* Task inputs *
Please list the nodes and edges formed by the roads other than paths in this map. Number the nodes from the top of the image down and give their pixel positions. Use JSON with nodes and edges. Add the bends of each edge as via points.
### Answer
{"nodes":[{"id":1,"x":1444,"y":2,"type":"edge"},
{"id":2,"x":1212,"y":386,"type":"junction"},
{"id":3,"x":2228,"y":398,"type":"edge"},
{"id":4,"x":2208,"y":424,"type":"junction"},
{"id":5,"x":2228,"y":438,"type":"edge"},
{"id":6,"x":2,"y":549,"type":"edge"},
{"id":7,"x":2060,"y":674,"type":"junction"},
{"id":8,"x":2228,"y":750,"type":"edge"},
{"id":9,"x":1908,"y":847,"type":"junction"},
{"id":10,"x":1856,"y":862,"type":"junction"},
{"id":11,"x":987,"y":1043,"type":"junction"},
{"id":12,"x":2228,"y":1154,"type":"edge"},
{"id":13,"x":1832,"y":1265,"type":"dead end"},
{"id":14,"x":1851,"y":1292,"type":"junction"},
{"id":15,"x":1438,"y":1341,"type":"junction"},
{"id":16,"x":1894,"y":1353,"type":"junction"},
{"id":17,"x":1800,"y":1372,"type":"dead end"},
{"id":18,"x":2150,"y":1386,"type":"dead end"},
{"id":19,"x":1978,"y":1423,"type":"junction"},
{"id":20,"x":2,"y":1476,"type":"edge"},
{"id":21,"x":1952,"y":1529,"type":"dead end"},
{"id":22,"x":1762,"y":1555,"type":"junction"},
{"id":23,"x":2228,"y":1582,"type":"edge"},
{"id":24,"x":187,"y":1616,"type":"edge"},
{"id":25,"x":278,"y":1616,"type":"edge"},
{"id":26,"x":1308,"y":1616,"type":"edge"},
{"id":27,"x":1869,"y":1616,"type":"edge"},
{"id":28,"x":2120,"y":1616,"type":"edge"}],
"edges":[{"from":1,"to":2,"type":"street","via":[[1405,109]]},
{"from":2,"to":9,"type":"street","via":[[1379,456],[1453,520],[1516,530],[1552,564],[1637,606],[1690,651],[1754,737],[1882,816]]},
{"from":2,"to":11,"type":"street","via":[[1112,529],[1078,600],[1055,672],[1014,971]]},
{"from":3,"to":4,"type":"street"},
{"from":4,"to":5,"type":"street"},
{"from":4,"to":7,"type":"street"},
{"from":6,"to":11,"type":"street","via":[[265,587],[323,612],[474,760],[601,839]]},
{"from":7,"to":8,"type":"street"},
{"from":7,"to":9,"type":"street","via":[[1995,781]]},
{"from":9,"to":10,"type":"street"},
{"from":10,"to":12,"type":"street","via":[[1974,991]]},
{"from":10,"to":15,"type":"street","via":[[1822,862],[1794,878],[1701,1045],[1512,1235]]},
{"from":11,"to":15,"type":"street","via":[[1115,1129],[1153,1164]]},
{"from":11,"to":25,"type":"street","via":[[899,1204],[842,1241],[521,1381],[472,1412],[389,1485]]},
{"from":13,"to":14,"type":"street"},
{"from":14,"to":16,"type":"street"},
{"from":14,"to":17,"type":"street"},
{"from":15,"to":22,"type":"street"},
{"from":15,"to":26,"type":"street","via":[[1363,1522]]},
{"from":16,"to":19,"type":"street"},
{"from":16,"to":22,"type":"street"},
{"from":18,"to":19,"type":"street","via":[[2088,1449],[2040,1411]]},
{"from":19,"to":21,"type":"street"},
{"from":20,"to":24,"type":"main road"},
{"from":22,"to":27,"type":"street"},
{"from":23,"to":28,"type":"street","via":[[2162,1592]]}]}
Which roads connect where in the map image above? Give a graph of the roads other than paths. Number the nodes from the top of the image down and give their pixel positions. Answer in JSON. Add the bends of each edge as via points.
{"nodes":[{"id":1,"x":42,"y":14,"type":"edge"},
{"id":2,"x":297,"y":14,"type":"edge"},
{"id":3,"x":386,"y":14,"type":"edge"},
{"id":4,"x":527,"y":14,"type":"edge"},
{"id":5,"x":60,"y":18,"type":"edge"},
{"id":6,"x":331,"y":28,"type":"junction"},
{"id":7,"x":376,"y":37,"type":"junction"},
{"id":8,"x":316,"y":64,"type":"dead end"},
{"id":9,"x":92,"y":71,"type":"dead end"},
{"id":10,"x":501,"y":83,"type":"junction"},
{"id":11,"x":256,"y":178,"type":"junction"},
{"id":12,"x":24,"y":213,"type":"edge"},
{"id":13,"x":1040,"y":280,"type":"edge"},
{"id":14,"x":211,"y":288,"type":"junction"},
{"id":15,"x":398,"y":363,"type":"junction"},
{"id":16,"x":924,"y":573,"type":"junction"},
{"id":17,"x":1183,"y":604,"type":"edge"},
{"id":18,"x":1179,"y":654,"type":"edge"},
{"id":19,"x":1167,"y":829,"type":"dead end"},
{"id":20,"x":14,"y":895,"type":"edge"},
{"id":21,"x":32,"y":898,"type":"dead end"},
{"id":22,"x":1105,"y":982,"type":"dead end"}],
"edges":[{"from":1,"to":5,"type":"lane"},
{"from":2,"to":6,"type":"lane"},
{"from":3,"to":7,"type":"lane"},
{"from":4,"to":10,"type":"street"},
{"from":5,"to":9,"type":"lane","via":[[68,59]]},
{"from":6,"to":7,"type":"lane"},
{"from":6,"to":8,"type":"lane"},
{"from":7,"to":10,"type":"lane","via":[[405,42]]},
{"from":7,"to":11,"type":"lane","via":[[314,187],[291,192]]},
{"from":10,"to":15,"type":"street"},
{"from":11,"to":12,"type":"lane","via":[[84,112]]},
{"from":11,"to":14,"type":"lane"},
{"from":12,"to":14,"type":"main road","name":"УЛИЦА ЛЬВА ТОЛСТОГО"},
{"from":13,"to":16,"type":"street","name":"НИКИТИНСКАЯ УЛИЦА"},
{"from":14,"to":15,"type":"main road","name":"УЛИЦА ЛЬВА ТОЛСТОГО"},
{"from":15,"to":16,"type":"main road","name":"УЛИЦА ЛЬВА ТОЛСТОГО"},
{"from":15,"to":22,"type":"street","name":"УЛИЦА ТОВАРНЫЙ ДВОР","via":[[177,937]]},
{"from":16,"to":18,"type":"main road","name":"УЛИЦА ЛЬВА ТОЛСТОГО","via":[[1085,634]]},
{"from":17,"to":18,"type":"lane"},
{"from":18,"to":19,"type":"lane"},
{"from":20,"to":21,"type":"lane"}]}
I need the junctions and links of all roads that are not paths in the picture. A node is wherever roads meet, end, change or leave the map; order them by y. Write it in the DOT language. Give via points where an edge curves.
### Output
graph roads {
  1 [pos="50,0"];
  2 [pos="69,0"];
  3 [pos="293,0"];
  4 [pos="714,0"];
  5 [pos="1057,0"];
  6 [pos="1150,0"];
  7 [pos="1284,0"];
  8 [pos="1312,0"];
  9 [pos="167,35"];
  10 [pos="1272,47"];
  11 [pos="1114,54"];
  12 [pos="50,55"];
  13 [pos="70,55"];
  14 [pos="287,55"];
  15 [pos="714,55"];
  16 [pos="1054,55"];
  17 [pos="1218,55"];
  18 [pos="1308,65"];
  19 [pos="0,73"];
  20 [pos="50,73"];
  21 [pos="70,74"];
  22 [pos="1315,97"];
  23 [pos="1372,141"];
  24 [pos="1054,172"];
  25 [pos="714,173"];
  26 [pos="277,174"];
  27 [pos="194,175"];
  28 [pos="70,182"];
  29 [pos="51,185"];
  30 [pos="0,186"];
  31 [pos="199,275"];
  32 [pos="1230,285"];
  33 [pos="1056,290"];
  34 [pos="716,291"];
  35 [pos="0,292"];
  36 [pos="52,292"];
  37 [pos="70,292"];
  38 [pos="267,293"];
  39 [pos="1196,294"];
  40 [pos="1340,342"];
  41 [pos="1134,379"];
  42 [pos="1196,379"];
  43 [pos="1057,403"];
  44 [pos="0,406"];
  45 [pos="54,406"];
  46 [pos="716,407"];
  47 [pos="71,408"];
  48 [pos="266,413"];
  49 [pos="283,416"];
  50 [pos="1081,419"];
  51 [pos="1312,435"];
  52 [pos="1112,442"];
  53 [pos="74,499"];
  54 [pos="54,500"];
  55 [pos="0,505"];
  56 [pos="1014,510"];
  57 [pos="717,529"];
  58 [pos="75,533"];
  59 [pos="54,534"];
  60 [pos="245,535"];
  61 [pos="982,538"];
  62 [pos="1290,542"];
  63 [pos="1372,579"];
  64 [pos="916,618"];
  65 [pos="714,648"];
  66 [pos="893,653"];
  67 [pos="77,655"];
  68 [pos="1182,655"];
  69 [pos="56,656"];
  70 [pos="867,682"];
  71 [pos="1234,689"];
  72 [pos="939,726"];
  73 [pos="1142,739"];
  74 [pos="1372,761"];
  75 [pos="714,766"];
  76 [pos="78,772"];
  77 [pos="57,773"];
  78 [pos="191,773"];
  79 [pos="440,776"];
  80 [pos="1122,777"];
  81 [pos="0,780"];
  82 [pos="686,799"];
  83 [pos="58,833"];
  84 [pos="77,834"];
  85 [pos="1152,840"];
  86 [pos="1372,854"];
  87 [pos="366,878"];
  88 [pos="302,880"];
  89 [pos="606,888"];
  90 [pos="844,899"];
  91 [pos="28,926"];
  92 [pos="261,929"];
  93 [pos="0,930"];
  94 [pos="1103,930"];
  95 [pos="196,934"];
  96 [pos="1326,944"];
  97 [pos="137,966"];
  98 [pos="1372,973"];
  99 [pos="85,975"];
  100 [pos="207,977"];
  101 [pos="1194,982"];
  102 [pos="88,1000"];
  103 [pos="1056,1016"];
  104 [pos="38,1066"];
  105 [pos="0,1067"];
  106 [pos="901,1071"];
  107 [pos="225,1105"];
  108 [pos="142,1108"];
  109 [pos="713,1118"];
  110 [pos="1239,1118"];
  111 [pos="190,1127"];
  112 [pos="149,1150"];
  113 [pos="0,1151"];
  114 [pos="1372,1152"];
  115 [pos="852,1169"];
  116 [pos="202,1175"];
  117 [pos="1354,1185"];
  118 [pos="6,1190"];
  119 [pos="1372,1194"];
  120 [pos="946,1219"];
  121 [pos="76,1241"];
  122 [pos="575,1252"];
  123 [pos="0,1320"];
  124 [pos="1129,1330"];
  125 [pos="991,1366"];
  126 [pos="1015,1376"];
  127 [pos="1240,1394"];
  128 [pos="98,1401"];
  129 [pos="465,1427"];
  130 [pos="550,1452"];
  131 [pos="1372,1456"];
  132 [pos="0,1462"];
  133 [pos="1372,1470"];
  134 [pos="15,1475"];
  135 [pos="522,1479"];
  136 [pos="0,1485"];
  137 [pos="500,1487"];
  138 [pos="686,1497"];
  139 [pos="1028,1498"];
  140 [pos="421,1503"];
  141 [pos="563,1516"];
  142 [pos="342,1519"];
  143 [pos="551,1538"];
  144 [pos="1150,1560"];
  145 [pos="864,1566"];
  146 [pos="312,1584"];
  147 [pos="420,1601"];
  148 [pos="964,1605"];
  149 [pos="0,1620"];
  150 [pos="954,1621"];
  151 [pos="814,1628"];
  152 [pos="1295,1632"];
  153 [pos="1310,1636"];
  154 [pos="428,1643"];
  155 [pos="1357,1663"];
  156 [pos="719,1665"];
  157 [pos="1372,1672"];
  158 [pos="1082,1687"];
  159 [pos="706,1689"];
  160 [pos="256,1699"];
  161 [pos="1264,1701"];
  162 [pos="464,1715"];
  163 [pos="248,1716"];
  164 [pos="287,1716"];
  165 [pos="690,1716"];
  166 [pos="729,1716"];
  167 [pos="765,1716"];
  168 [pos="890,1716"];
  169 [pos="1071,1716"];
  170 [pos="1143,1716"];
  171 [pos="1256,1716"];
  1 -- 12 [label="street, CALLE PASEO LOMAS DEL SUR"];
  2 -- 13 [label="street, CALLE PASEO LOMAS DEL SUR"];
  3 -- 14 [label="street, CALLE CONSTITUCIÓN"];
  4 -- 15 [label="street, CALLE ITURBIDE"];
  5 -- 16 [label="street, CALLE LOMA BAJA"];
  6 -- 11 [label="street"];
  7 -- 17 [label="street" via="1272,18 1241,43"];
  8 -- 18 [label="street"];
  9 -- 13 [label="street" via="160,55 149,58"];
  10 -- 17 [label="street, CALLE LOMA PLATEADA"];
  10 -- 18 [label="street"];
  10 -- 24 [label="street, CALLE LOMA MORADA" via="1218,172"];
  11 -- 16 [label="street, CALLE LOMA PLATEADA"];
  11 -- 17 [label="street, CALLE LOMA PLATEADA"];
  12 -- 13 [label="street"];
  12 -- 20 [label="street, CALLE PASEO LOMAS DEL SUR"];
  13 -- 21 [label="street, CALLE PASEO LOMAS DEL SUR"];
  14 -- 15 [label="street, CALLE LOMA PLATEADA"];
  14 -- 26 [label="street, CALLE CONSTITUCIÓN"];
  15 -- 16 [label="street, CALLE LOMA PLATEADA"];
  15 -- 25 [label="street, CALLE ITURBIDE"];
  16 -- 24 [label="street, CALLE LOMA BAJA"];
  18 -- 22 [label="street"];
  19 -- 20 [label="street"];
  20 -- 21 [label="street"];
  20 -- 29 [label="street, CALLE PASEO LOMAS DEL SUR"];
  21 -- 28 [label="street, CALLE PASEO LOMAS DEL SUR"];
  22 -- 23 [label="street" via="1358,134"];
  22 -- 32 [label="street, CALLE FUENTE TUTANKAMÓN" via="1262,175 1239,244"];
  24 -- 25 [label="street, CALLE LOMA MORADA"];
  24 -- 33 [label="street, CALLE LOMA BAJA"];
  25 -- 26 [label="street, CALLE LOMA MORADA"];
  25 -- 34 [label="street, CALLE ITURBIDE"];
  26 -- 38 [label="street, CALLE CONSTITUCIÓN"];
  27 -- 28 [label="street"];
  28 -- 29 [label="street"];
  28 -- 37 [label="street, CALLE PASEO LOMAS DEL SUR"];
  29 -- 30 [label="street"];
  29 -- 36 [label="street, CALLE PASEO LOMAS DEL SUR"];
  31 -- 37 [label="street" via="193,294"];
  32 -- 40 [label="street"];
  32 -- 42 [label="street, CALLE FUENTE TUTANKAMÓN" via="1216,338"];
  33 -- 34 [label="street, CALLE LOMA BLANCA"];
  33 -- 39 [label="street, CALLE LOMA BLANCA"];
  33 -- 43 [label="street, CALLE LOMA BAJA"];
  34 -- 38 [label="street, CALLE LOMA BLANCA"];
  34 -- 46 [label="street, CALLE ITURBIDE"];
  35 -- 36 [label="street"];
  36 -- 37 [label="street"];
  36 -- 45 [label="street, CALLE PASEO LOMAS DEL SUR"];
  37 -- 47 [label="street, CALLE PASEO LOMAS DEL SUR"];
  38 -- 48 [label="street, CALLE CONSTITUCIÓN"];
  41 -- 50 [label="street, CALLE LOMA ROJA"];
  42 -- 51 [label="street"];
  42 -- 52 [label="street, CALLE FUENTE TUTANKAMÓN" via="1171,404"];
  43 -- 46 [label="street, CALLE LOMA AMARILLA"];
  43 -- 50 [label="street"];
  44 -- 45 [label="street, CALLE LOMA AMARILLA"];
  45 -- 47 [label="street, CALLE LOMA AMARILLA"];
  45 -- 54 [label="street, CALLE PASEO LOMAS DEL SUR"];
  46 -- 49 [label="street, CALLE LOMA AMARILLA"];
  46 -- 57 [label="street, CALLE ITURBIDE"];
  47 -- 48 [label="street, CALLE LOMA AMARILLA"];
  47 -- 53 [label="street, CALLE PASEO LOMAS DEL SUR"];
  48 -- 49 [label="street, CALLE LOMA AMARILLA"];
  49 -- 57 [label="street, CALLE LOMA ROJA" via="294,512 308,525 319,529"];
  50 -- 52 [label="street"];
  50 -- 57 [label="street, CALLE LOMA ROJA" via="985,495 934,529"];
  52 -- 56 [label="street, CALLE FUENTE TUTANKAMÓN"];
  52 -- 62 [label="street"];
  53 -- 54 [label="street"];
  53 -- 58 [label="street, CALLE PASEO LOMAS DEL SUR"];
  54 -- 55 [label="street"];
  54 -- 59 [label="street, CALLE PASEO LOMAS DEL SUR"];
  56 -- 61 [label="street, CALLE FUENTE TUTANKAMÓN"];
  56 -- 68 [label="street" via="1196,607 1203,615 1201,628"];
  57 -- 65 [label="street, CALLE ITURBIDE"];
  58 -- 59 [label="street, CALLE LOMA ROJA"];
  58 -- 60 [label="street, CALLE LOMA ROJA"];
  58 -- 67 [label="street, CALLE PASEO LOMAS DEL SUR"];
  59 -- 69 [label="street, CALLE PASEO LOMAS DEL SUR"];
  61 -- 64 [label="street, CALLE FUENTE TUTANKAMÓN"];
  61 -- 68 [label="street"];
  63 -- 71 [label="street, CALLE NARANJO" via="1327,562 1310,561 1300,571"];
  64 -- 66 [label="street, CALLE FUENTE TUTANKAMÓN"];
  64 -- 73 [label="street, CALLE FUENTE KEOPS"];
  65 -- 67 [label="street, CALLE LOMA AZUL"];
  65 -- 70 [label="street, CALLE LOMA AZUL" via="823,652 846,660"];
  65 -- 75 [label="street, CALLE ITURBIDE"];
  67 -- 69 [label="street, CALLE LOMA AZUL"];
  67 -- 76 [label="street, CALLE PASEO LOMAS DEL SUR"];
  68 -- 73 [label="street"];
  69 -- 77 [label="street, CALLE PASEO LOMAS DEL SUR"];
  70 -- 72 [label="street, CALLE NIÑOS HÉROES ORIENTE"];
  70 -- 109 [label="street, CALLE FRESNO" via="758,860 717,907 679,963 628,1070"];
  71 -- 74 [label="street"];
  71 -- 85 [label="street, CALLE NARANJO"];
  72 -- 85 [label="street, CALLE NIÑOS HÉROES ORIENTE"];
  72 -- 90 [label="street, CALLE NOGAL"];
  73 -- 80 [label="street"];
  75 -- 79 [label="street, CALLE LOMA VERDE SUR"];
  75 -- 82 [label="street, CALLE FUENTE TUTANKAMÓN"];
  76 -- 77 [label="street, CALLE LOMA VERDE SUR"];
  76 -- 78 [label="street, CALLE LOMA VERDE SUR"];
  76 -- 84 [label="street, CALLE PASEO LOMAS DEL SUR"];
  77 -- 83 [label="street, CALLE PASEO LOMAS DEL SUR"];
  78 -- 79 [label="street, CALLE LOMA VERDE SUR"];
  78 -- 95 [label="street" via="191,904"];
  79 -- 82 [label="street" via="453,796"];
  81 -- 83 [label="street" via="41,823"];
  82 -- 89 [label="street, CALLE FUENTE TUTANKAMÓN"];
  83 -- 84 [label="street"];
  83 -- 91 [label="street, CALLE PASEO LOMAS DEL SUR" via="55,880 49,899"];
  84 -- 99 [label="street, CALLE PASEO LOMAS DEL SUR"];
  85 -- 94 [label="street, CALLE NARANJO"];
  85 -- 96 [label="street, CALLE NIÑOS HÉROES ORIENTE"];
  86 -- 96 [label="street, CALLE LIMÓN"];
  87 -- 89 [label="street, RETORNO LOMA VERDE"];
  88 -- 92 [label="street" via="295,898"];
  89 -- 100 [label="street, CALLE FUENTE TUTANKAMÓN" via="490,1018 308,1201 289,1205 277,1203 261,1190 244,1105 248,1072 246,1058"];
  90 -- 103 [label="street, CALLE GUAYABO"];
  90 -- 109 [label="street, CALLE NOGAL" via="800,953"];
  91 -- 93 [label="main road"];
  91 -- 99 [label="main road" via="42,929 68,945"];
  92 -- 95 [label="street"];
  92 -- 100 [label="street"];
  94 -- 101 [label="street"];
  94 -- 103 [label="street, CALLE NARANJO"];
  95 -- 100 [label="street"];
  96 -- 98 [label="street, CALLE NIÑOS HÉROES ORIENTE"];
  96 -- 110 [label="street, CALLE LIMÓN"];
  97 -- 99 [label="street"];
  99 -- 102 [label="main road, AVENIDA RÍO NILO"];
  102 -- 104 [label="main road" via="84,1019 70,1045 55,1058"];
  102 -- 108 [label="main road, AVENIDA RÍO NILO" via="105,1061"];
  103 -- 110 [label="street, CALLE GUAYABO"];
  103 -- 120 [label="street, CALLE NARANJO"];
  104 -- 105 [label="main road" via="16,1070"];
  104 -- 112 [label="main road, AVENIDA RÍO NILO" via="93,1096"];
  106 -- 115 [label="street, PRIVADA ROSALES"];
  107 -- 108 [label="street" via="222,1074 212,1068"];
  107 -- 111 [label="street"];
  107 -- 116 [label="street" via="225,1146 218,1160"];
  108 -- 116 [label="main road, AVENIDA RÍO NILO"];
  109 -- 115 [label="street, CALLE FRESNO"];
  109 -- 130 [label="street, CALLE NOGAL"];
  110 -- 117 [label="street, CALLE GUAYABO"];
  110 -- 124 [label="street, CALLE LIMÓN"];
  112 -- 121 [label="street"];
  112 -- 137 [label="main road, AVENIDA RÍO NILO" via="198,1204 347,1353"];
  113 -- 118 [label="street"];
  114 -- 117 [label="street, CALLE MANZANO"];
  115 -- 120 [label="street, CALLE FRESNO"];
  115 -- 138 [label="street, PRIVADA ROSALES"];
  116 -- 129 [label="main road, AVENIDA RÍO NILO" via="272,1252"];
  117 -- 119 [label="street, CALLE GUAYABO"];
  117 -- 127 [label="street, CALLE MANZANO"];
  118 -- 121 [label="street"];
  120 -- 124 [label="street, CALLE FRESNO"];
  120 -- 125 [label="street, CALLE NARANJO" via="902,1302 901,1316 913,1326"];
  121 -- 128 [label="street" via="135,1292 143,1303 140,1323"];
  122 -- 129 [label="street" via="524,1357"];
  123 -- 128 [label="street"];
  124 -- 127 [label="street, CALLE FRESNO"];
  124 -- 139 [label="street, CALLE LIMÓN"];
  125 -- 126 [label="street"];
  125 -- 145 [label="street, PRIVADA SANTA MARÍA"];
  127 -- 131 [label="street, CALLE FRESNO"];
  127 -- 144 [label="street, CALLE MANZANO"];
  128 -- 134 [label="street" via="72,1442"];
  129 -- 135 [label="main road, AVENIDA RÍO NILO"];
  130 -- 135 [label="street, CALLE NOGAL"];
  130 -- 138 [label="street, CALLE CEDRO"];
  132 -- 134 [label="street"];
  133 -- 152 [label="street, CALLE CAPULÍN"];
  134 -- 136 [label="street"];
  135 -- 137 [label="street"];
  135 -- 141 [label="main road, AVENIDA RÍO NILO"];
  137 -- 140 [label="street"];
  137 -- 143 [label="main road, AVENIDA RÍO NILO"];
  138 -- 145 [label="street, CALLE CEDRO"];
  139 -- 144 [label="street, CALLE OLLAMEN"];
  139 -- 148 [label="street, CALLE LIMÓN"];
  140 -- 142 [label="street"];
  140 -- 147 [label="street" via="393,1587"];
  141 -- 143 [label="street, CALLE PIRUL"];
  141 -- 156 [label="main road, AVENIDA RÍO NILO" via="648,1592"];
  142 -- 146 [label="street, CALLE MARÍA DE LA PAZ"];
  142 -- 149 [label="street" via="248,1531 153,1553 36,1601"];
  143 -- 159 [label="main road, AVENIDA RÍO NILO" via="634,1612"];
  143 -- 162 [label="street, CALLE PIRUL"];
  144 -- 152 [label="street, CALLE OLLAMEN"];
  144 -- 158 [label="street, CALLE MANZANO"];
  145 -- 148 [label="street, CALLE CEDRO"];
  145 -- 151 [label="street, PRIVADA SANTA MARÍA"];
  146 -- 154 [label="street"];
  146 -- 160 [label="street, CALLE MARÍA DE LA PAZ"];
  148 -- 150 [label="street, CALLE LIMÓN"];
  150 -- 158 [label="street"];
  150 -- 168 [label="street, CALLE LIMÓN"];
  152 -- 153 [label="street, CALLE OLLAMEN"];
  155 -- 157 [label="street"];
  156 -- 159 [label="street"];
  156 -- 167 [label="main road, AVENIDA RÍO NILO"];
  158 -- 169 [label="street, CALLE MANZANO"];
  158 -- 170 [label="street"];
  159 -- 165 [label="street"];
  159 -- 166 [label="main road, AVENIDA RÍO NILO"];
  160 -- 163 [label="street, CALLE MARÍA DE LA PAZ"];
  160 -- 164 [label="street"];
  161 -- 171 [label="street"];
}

* What needs to be done *
Scan the entries for the word "ORIENTE". Report each line that has it.

* Response area *
  70 -- 72 [label="street, CALLE NIÑOS HÉROES ORIENTE"];
  72 -- 85 [label="street, CALLE NIÑOS HÉROES ORIENTE"];
  85 -- 96 [label="street, CALLE NIÑOS HÉROES ORIENTE"];
  96 -- 98 [label="street, CALLE NIÑOS HÉROES ORIENTE"];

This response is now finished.